Chinese Researchers Make Quantum Communications Breakthrough
In the world of quantum technologies, few projects are grabbing as many headlines as the work being carried out by a group of physicists from the University of Science and Technology of China.
In August of 2016, they launched the first quantum satellite. Named Micius, after the ancient philosopher from the 5th century BC, the satellite recently completed its first successful operations.
In an experiment that is heralded as the first step towards secure quantum communications, the team successfully distributed entangled photons between the satellite and terrestrial base stations over 1,200km apart.
This is a record distance for entanglement (what Einstein referred to as “spooky action at a distance”). Although, in theory, entanglement should be able to take place across vast distances, in practice it has been difficult to maintain entanglement without disruption.
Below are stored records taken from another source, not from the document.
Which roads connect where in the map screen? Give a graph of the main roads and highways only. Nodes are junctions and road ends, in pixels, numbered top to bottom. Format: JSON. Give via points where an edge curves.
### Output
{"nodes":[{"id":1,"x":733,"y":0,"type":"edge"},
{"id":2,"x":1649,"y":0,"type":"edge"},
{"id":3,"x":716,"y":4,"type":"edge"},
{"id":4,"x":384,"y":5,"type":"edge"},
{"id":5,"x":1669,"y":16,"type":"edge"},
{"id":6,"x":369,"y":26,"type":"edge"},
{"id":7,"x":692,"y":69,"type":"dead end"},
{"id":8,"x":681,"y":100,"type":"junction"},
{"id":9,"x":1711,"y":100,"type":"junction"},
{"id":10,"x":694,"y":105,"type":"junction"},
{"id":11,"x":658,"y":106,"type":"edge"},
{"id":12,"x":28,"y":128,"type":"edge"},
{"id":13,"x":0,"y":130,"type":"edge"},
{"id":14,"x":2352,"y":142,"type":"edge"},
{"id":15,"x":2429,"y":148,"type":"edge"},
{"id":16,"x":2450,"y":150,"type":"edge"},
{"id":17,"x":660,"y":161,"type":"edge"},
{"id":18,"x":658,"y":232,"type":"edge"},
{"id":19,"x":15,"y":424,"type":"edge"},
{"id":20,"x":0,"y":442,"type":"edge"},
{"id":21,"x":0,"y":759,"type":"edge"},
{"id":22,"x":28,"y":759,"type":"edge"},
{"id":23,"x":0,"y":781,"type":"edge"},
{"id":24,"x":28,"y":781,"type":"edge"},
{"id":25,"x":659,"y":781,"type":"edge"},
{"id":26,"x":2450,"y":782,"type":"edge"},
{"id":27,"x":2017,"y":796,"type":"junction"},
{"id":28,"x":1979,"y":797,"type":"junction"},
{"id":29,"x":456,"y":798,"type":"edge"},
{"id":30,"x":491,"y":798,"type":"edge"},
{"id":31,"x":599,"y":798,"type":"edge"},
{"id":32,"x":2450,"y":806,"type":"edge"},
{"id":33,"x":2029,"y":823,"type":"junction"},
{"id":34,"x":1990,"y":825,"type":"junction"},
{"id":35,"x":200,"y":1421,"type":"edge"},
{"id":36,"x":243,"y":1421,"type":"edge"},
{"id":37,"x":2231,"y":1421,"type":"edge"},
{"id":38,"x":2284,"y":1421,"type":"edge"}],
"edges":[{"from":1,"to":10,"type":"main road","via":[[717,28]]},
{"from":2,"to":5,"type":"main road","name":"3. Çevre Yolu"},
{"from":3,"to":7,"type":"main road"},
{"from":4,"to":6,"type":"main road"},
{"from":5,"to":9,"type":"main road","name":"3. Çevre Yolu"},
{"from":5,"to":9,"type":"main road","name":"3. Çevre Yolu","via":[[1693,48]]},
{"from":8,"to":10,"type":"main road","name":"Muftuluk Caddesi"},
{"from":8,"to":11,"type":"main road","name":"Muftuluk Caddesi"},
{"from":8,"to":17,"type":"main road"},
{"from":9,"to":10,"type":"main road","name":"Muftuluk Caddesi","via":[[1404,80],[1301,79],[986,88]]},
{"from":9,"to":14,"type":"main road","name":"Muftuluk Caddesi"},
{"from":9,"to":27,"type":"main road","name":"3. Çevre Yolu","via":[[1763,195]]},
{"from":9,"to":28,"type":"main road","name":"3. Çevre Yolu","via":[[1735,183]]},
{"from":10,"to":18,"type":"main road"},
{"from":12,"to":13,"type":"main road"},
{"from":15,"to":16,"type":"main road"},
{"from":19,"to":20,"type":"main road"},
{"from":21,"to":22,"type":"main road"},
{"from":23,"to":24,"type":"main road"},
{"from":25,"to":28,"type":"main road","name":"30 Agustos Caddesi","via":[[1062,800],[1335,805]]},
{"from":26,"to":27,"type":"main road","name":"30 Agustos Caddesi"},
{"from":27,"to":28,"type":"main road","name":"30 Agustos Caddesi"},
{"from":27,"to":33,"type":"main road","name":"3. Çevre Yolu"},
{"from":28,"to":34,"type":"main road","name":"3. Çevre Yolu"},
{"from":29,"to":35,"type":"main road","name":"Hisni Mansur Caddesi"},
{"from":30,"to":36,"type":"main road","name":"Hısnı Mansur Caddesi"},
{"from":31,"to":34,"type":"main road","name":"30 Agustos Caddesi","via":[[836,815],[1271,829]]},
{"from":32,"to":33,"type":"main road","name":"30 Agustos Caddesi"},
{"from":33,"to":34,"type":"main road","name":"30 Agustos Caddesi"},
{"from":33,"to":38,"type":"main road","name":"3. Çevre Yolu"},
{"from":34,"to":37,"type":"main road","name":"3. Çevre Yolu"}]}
By utilising a satellite in orbit around the planet, rather than terrestrial networks, the Chinese have managed to avoid the interference associated with traditional networks that has limited historic attempts to maintain entanglement to distances of just 300km.
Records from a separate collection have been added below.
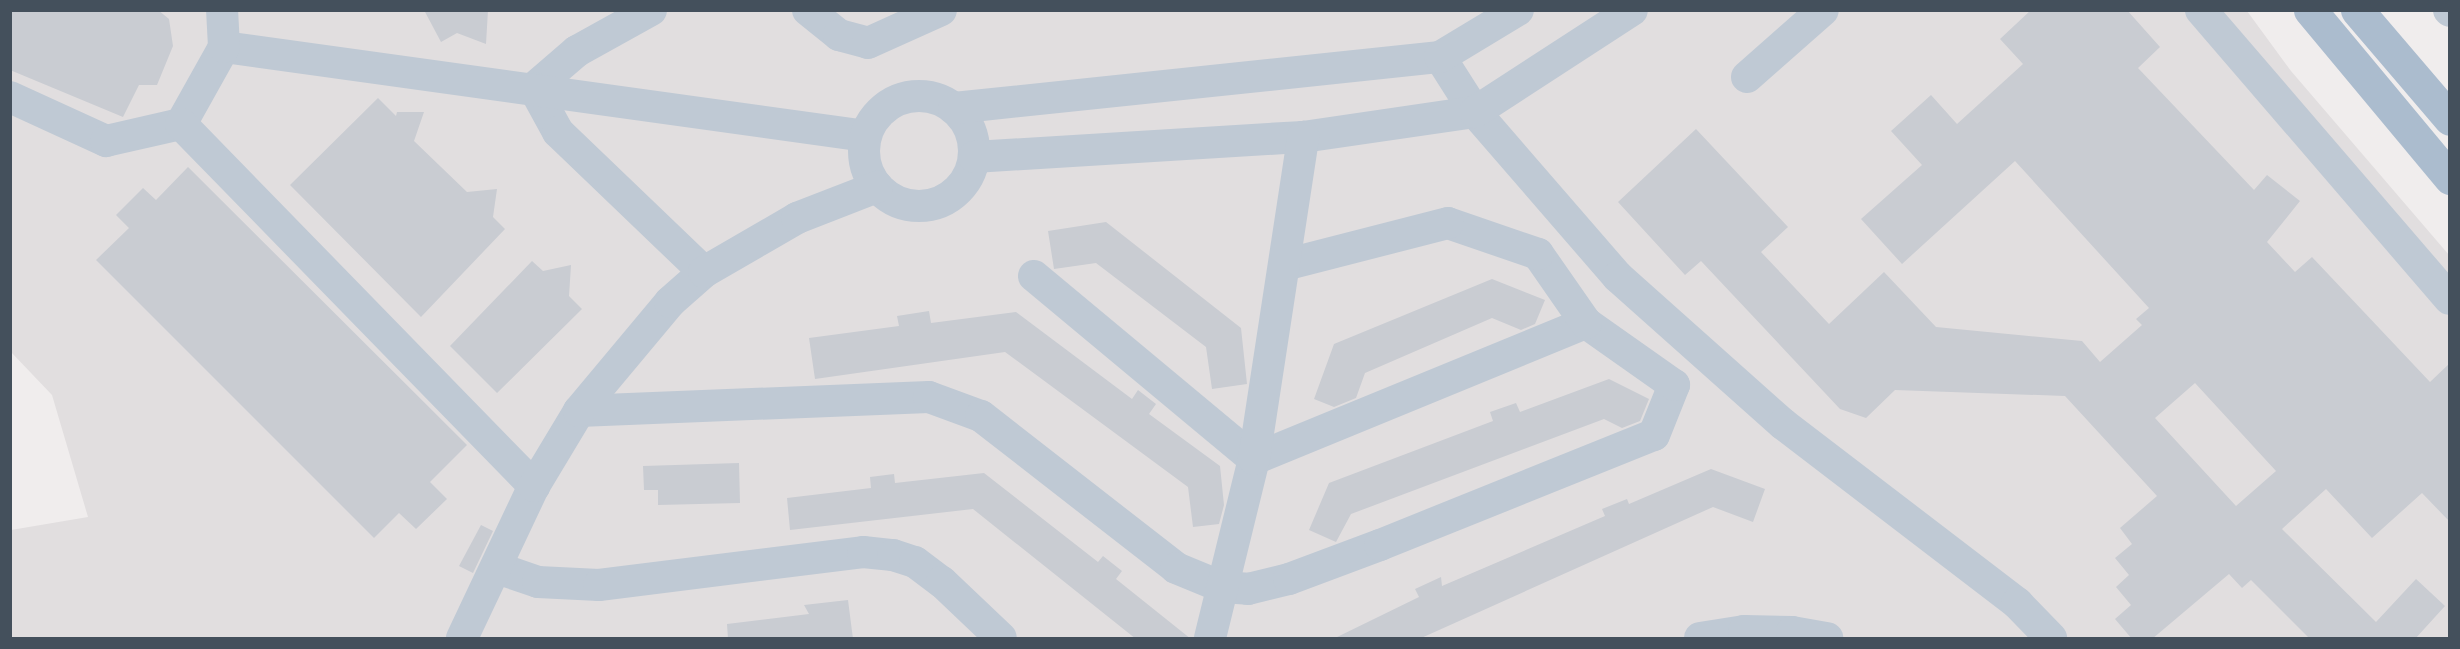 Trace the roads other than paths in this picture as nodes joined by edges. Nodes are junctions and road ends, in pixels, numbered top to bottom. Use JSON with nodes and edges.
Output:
{"nodes":[{"id":1,"x":222,"y":10,"type":"edge"},
{"id":2,"x":651,"y":10,"type":"edge"},
{"id":3,"x":808,"y":10,"type":"edge"},
{"id":4,"x":941,"y":10,"type":"edge"},
{"id":5,"x":1518,"y":10,"type":"edge"},
{"id":6,"x":1632,"y":10,"type":"edge"},
{"id":7,"x":1823,"y":10,"type":"edge"},
{"id":8,"x":2201,"y":10,"type":"edge"},
{"id":9,"x":2310,"y":10,"type":"edge"},
{"id":10,"x":2356,"y":10,"type":"edge"},
{"id":11,"x":224,"y":47,"type":"junction"},
{"id":12,"x":1440,"y":57,"type":"junction"},
{"id":13,"x":1747,"y":77,"type":"dead end"},
{"id":14,"x":534,"y":88,"type":"junction"},
{"id":15,"x":10,"y":97,"type":"edge"},
{"id":16,"x":954,"y":108,"type":"junction"},
{"id":17,"x":1475,"y":112,"type":"junction"},
{"id":18,"x":2450,"y":119,"type":"edge"},
{"id":19,"x":181,"y":124,"type":"junction"},
{"id":20,"x":865,"y":136,"type":"junction"},
{"id":21,"x":1303,"y":137,"type":"junction"},
{"id":22,"x":974,"y":157,"type":"junction"},
{"id":23,"x":2450,"y":178,"type":"edge"},
{"id":24,"x":877,"y":187,"type":"junction"},
{"id":25,"x":1285,"y":265,"type":"junction"},
{"id":26,"x":704,"y":272,"type":"junction"},
{"id":27,"x":1034,"y":276,"type":"dead end"},
{"id":28,"x":2450,"y":299,"type":"edge"},
{"id":29,"x":1586,"y":323,"type":"junction"},
{"id":30,"x":579,"y":411,"type":"junction"},
{"id":31,"x":1254,"y":459,"type":"junction"},
{"id":32,"x":534,"y":486,"type":"junction"},
{"id":33,"x":496,"y":568,"type":"junction"},
{"id":34,"x":1222,"y":586,"type":"junction"},
{"id":35,"x":462,"y":639,"type":"edge"},
{"id":36,"x":1001,"y":639,"type":"edge"},
{"id":37,"x":1210,"y":639,"type":"edge"},
{"id":38,"x":1700,"y":639,"type":"edge"},
{"id":39,"x":1827,"y":639,"type":"edge"},
{"id":40,"x":2051,"y":639,"type":"edge"}],
"edges":[{"from":1,"to":11,"type":"street"},
{"from":2,"to":14,"type":"street"},
{"from":3,"to":4,"type":"street"},
{"from":5,"to":12,"type":"street"},
{"from":6,"to":17,"type":"street"},
{"from":7,"to":13,"type":"street"},
{"from":8,"to":28,"type":"street"},
{"from":9,"to":23,"type":"main road"},
{"from":10,"to":18,"type":"main road"},
{"from":11,"to":14,"type":"street"},
{"from":11,"to":19,"type":"street"},
{"from":12,"to":16,"type":"street"},
{"from":12,"to":17,"type":"street"},
{"from":14,"to":20,"type":"street"},
{"from":14,"to":26,"type":"street"},
{"from":15,"to":19,"type":"street"},
{"from":16,"to":20,"type":"street"},
{"from":16,"to":22,"type":"street"},
{"from":17,"to":21,"type":"street"},
{"from":17,"to":40,"type":"street"},
{"from":19,"to":32,"type":"street"},
{"from":20,"to":24,"type":"street"},
{"from":21,"to":22,"type":"street"},
{"from":21,"to":25,"type":"street"},
{"from":22,"to":24,"type":"street"},
{"from":24,"to":26,"type":"street"},
{"from":25,"to":29,"type":"street"},
{"from":25,"to":31,"type":"street"},
{"from":26,"to":30,"type":"street"},
{"from":27,"to":31,"type":"street"},
{"from":29,"to":31,"type":"street"},
{"from":29,"to":34,"type":"street"},
{"from":30,"to":32,"type":"street"},
{"from":30,"to":34,"type":"street"},
{"from":31,"to":34,"type":"street"},
{"from":32,"to":33,"type":"street"},
{"from":33,"to":35,"type":"street"},
{"from":33,"to":36,"type":"street"},
{"from":34,"to":37,"type":"street"},
{"from":38,"to":39,"type":"street"}]}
As pioneers in the field of quantum technologies, IDQ is often sought out for its opinion. In a series of articles published in the wake of The Original Science Article, CEO Gregoire Ribordy provides some context to the recent experiment.
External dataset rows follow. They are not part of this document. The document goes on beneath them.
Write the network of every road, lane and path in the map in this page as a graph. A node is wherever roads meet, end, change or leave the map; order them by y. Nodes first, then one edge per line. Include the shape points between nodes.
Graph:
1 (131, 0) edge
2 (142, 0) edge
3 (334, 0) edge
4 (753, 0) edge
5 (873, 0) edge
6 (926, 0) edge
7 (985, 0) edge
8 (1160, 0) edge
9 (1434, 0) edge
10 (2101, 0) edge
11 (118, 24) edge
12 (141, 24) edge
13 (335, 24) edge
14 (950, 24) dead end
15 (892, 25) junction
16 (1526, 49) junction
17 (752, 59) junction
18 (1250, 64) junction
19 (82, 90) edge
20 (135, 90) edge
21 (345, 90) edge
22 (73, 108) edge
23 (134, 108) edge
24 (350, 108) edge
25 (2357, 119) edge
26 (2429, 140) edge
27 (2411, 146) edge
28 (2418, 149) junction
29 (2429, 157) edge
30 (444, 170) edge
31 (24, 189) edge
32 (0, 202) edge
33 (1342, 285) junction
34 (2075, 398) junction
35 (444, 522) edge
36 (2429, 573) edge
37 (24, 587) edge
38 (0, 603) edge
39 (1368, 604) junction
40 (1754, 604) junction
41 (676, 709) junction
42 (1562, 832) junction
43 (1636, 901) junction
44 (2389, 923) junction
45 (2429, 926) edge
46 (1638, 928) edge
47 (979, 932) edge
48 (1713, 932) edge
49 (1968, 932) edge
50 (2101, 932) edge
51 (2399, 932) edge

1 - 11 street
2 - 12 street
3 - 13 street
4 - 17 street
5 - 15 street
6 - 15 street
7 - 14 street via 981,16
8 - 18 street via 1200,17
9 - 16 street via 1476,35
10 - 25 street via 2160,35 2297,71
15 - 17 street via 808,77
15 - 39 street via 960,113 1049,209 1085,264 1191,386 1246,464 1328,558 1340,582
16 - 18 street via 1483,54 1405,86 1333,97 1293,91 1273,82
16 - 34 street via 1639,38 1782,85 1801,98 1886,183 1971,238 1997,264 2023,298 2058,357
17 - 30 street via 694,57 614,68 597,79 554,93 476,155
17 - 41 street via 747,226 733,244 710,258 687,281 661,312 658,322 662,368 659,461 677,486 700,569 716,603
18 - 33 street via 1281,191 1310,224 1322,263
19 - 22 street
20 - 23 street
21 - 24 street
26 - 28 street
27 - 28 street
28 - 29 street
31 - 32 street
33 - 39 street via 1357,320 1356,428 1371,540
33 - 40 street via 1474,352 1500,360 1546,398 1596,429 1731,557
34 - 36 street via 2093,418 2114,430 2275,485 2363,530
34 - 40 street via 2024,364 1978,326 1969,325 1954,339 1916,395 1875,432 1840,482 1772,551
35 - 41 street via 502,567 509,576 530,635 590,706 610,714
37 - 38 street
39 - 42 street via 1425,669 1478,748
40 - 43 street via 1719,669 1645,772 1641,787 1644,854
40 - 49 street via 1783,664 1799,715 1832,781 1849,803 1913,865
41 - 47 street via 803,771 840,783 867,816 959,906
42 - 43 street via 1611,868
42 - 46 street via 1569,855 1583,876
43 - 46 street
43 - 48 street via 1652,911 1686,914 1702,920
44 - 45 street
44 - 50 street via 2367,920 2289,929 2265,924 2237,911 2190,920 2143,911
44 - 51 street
In an article in the Verge, Gregoire explains how a reliable satellite link could be used to connect existing fiber networks into a single, global quantum network. “This proves the feasibility of quantum communications from space…The vision is that you have regional quantum key distribution networks over fiber, which can connect to each other through the satellite”.
The principle of entanglement is essential to the creation of secure quantum communications. Put simply, two photons that are entangled become “bound together” and exhibit correlated characteristics, even if separated physically by thousands of kilometres.
Anything that happens to one photon, happens to the other. The delicate nature of this relationship is what ensures secure communication, as any attempt to intercept or “eavesdrop” will disrupt the signal.
“This proves the feasibility of quantum communications from space… The vision is that you have regional quantum key distribution networks over fibre, which can connect to each other through the satellite.”
The experiment has generated a lot of interest from within the scientific community and beyond. In a recent Pentagon report by cyber-security expert John Costello, the Chinese experiments were described as “a notable advance in cryptography research”.
According to Anton Zeilinger from the University of Vienna, the experiment had “exceeded expectations” and Artur Ekert, Professor of Quantum Physics at Oxford University noted “the Chinese experiment is quite a remarkable technological achievement”
In an article for the Wall Street Journal, Gregoire Ribordy adds some context to the results of the experiment, explaining that the process described by the Chinese researchers is currently “too slow and complex to be used for practical quantum communications”.
However, he can see the practical applications in the future, adding that, using similar technologies: “China will be able to connect its embassies and other government facilities around the world”. Something that he predicts will happen within the next five years.
Lu Chaoyang, one of the project physicists, explained that the team was looking at ways to speed up the process; but was upbeat about the progress they had already made. “We have achieved a two-photon entanglement distribution efficiency a trillion times more efficient than using the best telecommunications fibers” he said. “We have done something that was absolutely impossible using conventional approaches”.